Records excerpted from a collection
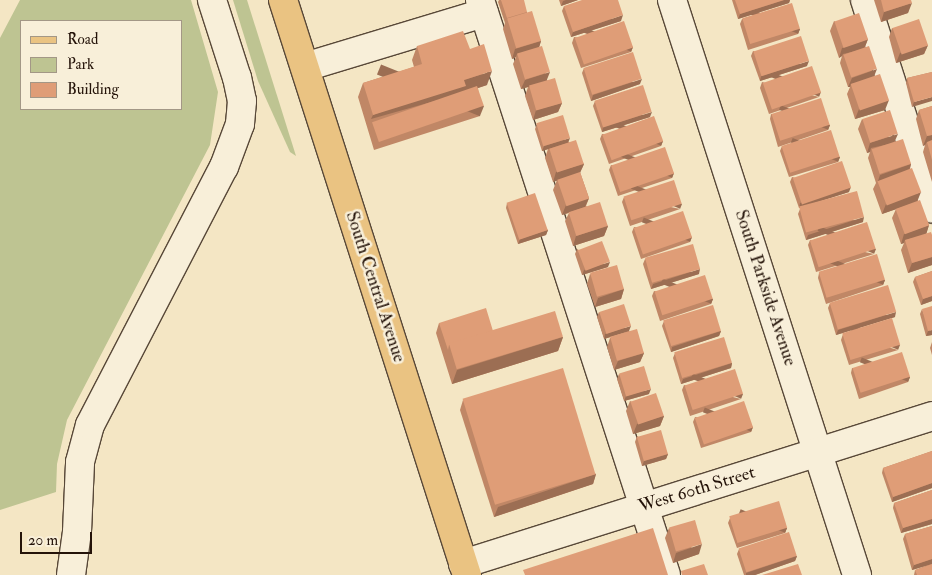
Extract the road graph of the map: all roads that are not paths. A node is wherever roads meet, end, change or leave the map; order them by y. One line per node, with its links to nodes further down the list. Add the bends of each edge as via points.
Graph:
1 (212, 0): 12 (street, via 237,78 242,101 240,124 224,167 90,425 80,462 78,532)
2 (283, 0): 6 (main road, South Central Avenue)
3 (672, 0): 9 (street, South Parkside Avenue)
4 (865, 0): 7 (street)
5 (482, 7): 6 (street); 10 (street)
6 (304, 67): 11 (main road, South Central Avenue)
7 (932, 209)
8 (932, 416): 9 (street, West 60th Street)
9 (817, 452): 10 (street, West 60th Street); 14 (street, South Parkside Avenue)
10 (644, 506): 11 (street, West 60th Street); 13 (street)
11 (465, 570)
12 (71, 575)
13 (666, 575)
14 (857, 575)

WHAT THE EXERCISE ASKS → The result should be a word-for-word restatement of all the data, without images.

TASK ANSWER →
Extract the road graph of the map: all roads that are not paths. A node is wherever roads meet, end, change or leave the map; order them by y. One line per node, with its links to nodes further down the list. Add the bends of each edge as via points.
Graph:
1 (212, 0): 12 (street, via 237,78 242,101 240,124 224,167 90,425 80,462 78,532)
2 (283, 0): 6 (main road, South Central Avenue)
3 (672, 0): 9 (street, South Parkside Avenue)
4 (865, 0): 7 (street)
5 (482, 7): 6 (street); 10 (street)
6 (304, 67): 11 (main road, South Central Avenue)
7 (932, 209)
8 (932, 416): 9 (street, West 60th Street)
9 (817, 452): 10 (street, West 60th Street); 14 (street, South Parkside Avenue)
10 (644, 506): 11 (street, West 60th Street); 13 (street)
11 (465, 570)
12 (71, 575)
13 (666, 575)
14 (857, 575)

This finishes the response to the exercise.